Il faut dire non aux politiques néo-libérales et dire au G8 que les avantages de la mondialisation doivent profiter à tous les pays du monde, qu'il faut annuler la dette des pays du Tiers-monde de manière inconditionnelle" a déclaré à l'ouverture des travaux Barry Aminata Touré, présidente de la Coalition africaine Dette et développement (Cad-Mali). En effet, "nous sommes déçus des discours mielleux du G8 qui ne tient pas du tout ses promesses d'annulation de la dette des pays pauvres mais aussi d'aide au développement" a souligné Dounatié Dao, directeur exécutif de la Cad-Mali.

"A Sikasso, nous tenons notre sommet sous des cases, des paillotes, à l'air libre alors que le G8 tiendra son sommet enfermé, encadré par les milliers de policiers, un peu comme si les riches de ce monde avaient mauvaise conscience" a lancé Nouhoun Kéita, un des porte-parole du Forum des peuples.

Pendant ces trois journées de rencontres, quelque 800 participants venus à Sikasso de tout le Mali, du Bénin, de la Côte d'Ivoire, de la Guinée, du Niger, du Sénégal et des délégués de France, de Belgique et du Canada évoqueront aussi les thèmes de la situation sociale en Afrique, des dangers des Ogm (organismes génétiquement modifiés), de la souveraineté alimentaire et de l'immigration.

A ce propos, un membre de l'Association malienne des expulsés (Ame), Joël Diarra, déclare que "fermer à double tour les frontières n'est pas la solution. Si on veut que les Africains restent chez eux, il faut mettre un accent sur le développement local". C'est dans une telle direction que s'inscrit une proposition forte de la Cad-Mali qui sera examinée à Sikasso: celle de la création d'une "Banque du Sud" visant à "contrecarrer les effets néfastes de la Banque mondiale et du Fonds monétaire international (Fmi) et trouver des solutions aux problèmes de développement du continent africain".

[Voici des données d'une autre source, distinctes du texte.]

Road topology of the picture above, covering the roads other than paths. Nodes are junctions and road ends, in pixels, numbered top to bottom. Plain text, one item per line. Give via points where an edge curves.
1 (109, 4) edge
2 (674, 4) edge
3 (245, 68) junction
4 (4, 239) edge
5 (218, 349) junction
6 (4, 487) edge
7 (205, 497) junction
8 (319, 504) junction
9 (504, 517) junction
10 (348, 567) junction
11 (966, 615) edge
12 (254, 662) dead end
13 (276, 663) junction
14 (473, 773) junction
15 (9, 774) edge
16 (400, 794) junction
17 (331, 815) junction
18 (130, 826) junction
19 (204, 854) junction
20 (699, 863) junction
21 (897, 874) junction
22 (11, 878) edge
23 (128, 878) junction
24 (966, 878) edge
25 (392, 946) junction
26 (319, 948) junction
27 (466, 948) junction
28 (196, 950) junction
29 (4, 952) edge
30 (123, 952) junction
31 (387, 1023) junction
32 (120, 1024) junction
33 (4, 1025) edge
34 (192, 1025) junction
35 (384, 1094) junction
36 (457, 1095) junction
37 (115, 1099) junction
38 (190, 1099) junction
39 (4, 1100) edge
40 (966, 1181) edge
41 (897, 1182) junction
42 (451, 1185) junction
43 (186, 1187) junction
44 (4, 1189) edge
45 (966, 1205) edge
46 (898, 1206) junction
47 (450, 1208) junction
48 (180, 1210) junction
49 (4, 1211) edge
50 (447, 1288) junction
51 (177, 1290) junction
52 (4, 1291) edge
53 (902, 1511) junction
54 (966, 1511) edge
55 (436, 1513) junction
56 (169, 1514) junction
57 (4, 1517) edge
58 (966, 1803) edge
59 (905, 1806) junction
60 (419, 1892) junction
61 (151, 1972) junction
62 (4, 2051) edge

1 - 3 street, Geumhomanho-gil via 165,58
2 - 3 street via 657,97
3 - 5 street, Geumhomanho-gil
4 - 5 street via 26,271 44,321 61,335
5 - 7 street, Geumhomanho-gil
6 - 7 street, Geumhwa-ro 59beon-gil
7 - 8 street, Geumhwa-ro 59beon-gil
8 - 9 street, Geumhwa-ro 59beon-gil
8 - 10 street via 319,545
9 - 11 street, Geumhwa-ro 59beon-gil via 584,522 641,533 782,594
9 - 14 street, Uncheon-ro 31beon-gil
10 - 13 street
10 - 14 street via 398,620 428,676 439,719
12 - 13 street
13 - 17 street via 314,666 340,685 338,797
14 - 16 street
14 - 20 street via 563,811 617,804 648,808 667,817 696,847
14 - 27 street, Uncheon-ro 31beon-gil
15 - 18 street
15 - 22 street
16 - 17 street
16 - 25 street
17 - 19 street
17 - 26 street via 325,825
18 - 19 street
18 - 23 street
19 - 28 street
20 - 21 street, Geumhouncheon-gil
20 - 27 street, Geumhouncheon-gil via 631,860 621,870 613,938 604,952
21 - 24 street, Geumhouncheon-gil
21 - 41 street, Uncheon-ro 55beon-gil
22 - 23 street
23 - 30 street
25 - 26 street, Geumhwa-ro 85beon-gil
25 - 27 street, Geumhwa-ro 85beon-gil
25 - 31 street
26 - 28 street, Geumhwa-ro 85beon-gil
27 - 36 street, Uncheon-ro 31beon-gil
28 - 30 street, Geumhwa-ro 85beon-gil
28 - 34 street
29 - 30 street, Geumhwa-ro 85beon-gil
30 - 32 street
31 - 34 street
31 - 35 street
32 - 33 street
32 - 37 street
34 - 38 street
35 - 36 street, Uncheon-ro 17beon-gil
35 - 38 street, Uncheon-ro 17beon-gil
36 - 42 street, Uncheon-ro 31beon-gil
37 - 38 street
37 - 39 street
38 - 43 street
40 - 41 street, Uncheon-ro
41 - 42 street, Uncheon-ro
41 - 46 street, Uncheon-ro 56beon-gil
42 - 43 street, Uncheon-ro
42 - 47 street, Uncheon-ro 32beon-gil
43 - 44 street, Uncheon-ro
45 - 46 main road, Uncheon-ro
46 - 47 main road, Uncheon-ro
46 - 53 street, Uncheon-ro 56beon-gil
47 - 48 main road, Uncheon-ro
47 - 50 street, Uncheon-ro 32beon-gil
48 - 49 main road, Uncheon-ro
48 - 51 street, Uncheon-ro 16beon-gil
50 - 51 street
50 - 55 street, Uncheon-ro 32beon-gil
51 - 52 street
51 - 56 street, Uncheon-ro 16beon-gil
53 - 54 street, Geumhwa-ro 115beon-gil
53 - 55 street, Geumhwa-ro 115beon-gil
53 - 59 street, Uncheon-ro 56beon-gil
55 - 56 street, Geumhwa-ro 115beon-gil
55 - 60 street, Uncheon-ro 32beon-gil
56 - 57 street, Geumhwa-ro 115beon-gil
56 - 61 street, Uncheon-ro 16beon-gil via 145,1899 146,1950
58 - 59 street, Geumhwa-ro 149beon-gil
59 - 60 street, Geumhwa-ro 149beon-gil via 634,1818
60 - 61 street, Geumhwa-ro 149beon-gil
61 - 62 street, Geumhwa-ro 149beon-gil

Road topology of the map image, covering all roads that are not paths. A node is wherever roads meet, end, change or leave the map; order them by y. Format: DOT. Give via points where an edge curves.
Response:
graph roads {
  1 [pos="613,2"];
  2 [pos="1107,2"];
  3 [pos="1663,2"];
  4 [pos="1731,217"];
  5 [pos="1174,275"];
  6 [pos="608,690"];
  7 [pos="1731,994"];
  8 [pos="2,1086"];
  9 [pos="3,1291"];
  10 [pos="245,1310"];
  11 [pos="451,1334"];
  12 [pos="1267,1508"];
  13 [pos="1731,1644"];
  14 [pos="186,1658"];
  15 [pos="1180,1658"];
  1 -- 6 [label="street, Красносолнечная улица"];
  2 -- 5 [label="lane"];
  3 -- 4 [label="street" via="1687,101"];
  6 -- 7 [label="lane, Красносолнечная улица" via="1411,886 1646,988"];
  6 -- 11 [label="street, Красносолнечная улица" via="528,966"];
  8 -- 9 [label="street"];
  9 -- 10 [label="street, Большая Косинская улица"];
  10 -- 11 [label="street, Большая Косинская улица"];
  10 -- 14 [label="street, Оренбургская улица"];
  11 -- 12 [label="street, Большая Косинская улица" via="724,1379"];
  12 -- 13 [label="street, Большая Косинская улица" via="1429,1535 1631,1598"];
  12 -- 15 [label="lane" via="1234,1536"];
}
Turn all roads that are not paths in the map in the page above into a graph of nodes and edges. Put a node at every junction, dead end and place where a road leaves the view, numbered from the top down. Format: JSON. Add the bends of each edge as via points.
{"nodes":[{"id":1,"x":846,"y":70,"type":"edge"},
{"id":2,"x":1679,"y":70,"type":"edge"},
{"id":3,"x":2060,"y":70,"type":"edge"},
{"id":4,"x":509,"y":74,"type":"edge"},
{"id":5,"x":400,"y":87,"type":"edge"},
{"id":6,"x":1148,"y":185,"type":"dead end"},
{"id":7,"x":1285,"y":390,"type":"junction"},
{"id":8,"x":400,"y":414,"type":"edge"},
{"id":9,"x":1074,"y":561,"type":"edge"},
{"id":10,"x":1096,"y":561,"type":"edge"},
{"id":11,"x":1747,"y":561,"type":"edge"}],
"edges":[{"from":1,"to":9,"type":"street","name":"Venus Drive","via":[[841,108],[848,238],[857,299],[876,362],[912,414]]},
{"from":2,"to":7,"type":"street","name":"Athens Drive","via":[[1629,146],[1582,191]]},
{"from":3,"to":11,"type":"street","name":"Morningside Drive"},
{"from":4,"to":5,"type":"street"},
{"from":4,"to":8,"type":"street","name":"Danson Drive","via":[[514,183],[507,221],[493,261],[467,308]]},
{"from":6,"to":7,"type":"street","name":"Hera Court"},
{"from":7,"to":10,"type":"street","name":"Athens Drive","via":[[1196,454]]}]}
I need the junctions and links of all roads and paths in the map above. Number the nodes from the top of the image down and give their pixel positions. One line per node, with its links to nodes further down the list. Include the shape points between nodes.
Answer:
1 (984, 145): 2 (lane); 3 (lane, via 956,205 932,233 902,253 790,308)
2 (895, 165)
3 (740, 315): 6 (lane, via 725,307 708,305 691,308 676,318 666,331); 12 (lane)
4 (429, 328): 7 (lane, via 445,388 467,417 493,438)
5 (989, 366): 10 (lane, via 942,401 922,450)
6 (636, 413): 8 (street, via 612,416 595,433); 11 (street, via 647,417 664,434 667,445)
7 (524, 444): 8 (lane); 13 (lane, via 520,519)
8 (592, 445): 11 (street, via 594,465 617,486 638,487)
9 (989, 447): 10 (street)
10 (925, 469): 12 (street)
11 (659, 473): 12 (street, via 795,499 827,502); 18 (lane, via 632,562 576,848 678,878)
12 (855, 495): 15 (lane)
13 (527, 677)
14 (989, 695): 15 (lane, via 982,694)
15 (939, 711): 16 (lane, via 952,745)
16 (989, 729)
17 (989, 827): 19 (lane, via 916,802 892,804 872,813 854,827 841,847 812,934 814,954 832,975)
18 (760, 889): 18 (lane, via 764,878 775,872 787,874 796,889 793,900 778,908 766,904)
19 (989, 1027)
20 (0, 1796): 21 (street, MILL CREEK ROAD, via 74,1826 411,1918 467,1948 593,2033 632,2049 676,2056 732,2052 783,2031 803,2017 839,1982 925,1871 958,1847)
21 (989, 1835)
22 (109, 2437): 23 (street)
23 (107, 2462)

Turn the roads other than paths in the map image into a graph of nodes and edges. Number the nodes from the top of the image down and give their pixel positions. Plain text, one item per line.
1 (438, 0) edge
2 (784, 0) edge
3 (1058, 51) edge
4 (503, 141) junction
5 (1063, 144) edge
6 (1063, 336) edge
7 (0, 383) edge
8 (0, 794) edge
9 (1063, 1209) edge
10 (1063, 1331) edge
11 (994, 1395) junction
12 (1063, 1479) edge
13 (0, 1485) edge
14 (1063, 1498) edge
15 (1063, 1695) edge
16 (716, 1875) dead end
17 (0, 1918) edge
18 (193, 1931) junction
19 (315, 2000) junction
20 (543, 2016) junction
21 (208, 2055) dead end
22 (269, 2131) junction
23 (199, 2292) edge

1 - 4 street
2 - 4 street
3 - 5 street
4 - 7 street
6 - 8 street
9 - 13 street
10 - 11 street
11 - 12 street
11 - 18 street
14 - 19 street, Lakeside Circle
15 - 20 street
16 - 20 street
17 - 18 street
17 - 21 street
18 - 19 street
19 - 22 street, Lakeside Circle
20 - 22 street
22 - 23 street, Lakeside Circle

D'ailleurs, la 5ème édition du Forum des peuples, tenue en juillet 2006 dans la ville malienne de Gao (1.000 km au nord de Bamako) avait lancé un appel à la dissolution de ces deux organismes financiers, qualifiés de "cheval de Troie" du néo-libéralisme exploitant les pays pauvres. "Ces deux institutions sont parvenues à leur limite et doivent à présent céder la place à d'autres structures contrôlées par les Etats et non par les milieux d'affaires occidentaux qui jusqu'ici ont fixé des règles ayant porté au surendettement des pays et à la paupérisation croissante des populations" a souligné la présidente de la Coalition africaine Dette et développement.

Une réflexion sur ce thème a déjà été engagée dans plusieurs pays d'Amérique du Sud, comme le Venezuela, où le président Hugo Chavéz a récemment annoncé le retrait de Caracas de la Banque mondiale et du Fmi. [VV]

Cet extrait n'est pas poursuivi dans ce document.